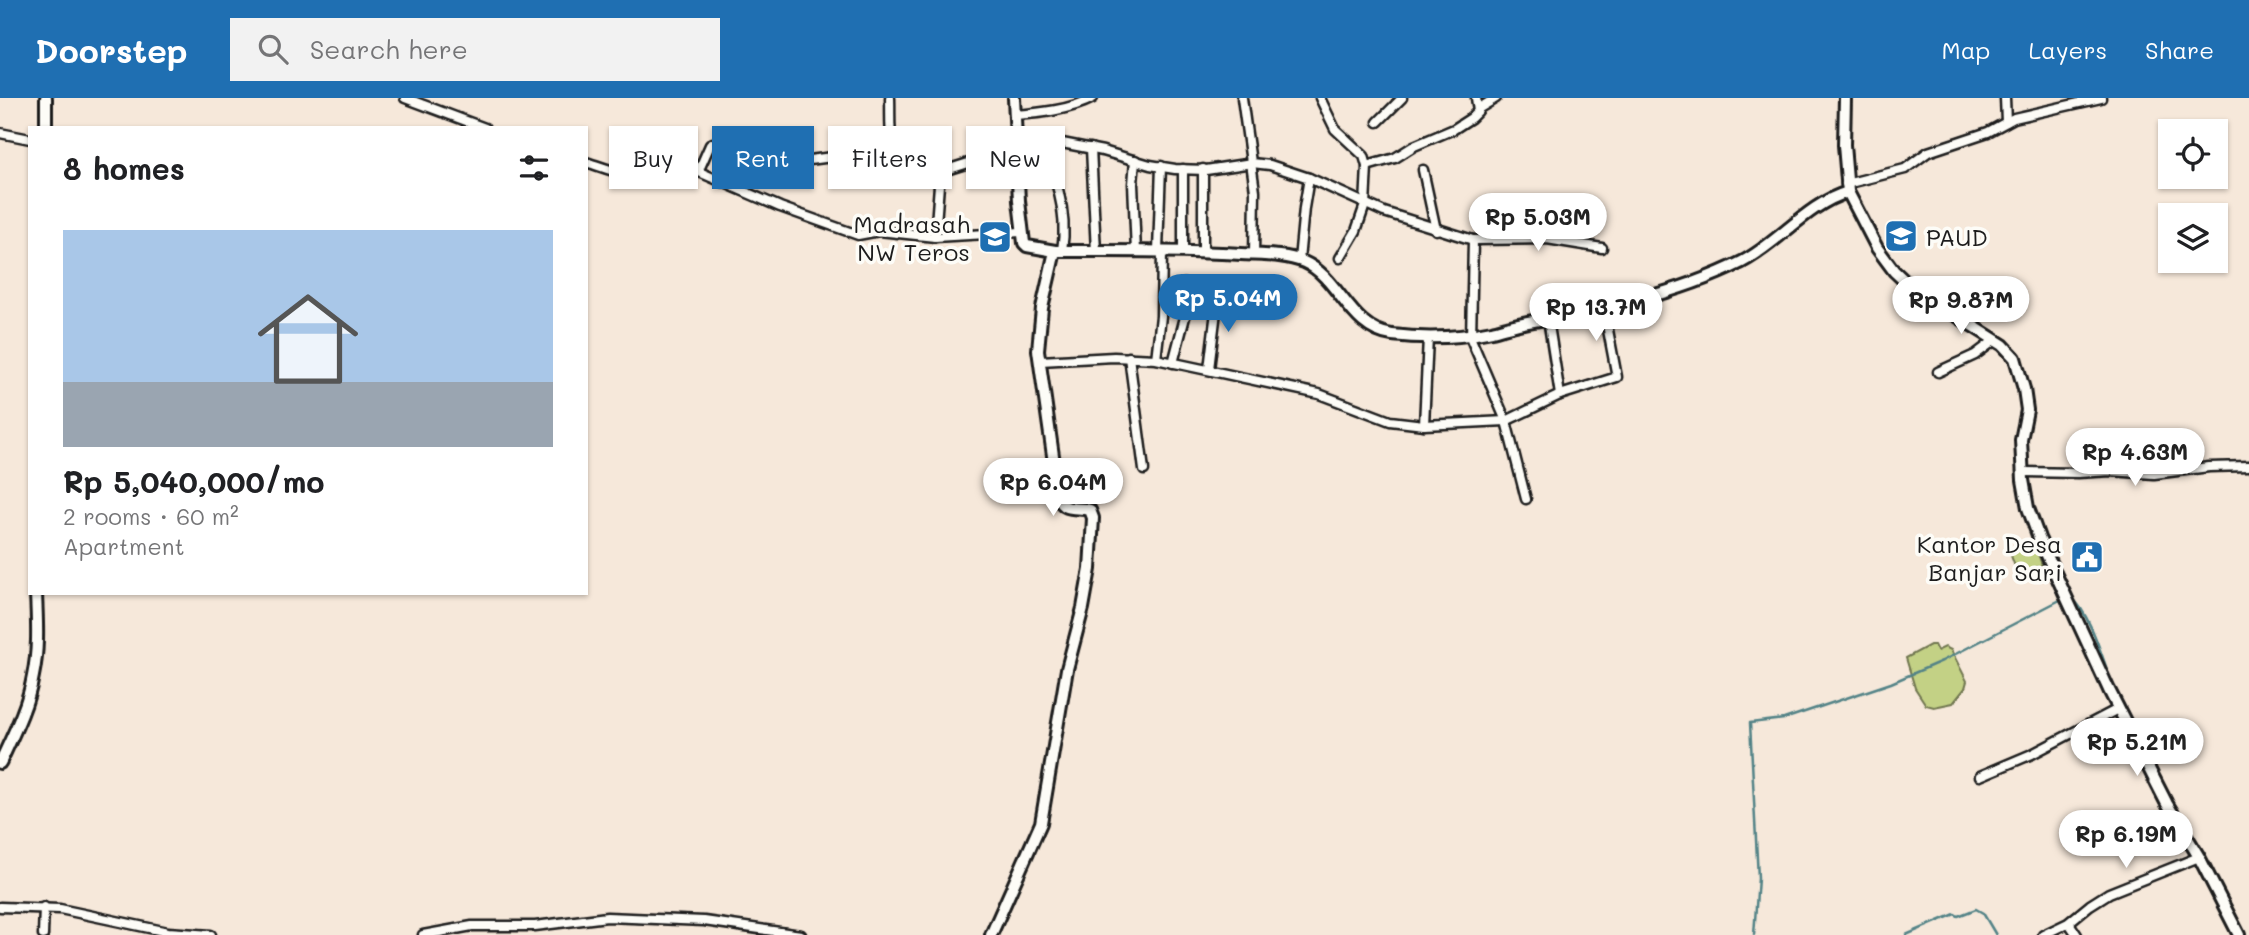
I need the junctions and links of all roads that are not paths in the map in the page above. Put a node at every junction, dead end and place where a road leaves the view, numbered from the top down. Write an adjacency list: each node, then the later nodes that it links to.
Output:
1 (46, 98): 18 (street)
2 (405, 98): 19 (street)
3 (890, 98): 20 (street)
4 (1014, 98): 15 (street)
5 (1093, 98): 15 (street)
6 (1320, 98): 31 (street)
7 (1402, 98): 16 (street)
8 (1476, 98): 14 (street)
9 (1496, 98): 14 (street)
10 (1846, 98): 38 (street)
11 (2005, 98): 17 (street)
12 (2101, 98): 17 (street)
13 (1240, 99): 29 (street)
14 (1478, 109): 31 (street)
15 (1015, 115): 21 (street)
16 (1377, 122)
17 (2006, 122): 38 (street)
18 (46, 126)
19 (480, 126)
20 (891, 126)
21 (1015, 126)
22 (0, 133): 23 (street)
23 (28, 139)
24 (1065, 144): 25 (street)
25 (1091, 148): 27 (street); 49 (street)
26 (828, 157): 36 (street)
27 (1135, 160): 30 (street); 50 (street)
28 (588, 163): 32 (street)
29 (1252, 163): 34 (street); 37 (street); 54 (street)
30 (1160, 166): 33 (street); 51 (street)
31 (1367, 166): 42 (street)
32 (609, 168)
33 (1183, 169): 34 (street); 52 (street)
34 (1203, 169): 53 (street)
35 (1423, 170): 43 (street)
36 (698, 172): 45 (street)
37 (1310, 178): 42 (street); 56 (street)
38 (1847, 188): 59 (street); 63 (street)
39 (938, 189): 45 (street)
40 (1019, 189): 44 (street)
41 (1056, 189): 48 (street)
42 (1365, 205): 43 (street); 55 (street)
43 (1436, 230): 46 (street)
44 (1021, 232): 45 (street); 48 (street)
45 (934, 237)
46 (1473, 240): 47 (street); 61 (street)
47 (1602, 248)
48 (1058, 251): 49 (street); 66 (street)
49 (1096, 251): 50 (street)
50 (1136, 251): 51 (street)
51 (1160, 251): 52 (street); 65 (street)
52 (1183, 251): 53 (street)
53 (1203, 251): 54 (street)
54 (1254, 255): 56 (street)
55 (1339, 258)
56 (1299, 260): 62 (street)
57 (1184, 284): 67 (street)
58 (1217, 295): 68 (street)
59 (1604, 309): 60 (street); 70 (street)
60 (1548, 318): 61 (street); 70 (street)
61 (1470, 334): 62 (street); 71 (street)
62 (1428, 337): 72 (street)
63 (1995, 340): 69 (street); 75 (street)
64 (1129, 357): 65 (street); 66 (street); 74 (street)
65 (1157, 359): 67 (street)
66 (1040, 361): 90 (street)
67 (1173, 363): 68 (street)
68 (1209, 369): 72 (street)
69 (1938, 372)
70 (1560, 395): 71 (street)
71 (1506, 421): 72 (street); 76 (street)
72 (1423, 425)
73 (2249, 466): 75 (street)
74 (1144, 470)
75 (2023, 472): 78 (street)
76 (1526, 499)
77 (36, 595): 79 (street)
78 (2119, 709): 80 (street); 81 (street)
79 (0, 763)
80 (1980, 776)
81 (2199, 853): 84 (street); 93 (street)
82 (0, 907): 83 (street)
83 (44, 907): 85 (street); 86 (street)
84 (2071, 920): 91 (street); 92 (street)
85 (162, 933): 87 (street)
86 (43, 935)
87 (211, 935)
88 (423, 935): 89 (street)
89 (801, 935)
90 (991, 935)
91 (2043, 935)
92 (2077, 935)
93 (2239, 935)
....
§ The problem: Go through the entries and retype them exactly, except for the images.

§ Task response:
I need the junctions and links of all roads that are not paths in the map in the page above. Put a node at every junction, dead end and place where a road leaves the view, numbered from the top down. Write an adjacency list: each node, then the later nodes that it links to.
Output:
1 (46, 98): 18 (street)
2 (405, 98): 19 (street)
3 (890, 98): 20 (street)
4 (1014, 98): 15 (street)
5 (1093, 98): 15 (street)
6 (1320, 98): 31 (street)
7 (1402, 98): 16 (street)
8 (1476, 98): 14 (street)
9 (1496, 98): 14 (street)
10 (1846, 98): 38 (street)
11 (2005, 98): 17 (street)
12 (2101, 98): 17 (street)
13 (1240, 99): 29 (street)
14 (1478, 109): 31 (street)
15 (1015, 115): 21 (street)
16 (1377, 122)
17 (2006, 122): 38 (street)
18 (46, 126)
19 (480, 126)
20 (891, 126)
21 (1015, 126)
22 (0, 133): 23 (street)
23 (28, 139)
24 (1065, 144): 25 (street)
25 (1091, 148): 27 (street); 49 (street)
26 (828, 157): 36 (street)
27 (1135, 160): 30 (street); 50 (street)
28 (588, 163): 32 (street)
29 (1252, 163): 34 (street); 37 (street); 54 (street)
30 (1160, 166): 33 (street); 51 (street)
31 (1367, 166): 42 (street)
32 (609, 168)
33 (1183, 169): 34 (street); 52 (street)
34 (1203, 169): 53 (street)
35 (1423, 170): 43 (street)
36 (698, 172): 45 (street)
37 (1310, 178): 42 (street); 56 (street)
38 (1847, 188): 59 (street); 63 (street)
39 (938, 189): 45 (street)
40 (1019, 189): 44 (street)
41 (1056, 189): 48 (street)
42 (1365, 205): 43 (street); 55 (street)
43 (1436, 230): 46 (street)
44 (1021, 232): 45 (street); 48 (street)
45 (934, 237)
46 (1473, 240): 47 (street); 61 (street)
47 (1602, 248)
48 (1058, 251): 49 (street); 66 (street)
49 (1096, 251): 50 (street)
50 (1136, 251): 51 (street)
51 (1160, 251): 52 (street); 65 (street)
52 (1183, 251): 53 (street)
53 (1203, 251): 54 (street)
54 (1254, 255): 56 (street)
55 (1339, 258)
56 (1299, 260): 62 (street)
57 (1184, 284): 67 (street)
58 (1217, 295): 68 (street)
59 (1604, 309): 60 (street); 70 (street)
60 (1548, 318): 61 (street); 70 (street)
61 (1470, 334): 62 (street); 71 (street)
62 (1428, 337): 72 (street)
63 (1995, 340): 69 (street); 75 (street)
64 (1129, 357): 65 (street); 66 (street); 74 (street)
65 (1157, 359): 67 (street)
66 (1040, 361): 90 (street)
67 (1173, 363): 68 (street)
68 (1209, 369): 72 (street)
69 (1938, 372)
70 (1560, 395): 71 (street)
71 (1506, 421): 72 (street); 76 (street)
72 (1423, 425)
73 (2249, 466): 75 (street)
74 (1144, 470)
75 (2023, 472): 78 (street)
76 (1526, 499)
77 (36, 595): 79 (street)
78 (2119, 709): 80 (street); 81 (street)
79 (0, 763)
80 (1980, 776)
81 (2199, 853): 84 (street); 93 (street)
82 (0, 907): 83 (street)
83 (44, 907): 85 (street); 86 (street)
84 (2071, 920): 91 (street); 92 (street)
85 (162, 933): 87 (street)
86 (43, 935)
87 (211, 935)
88 (423, 935): 89 (street)
89 (801, 935)
90 (991, 935)
91 (2043, 935)
92 (2077, 935)
93 (2239, 935)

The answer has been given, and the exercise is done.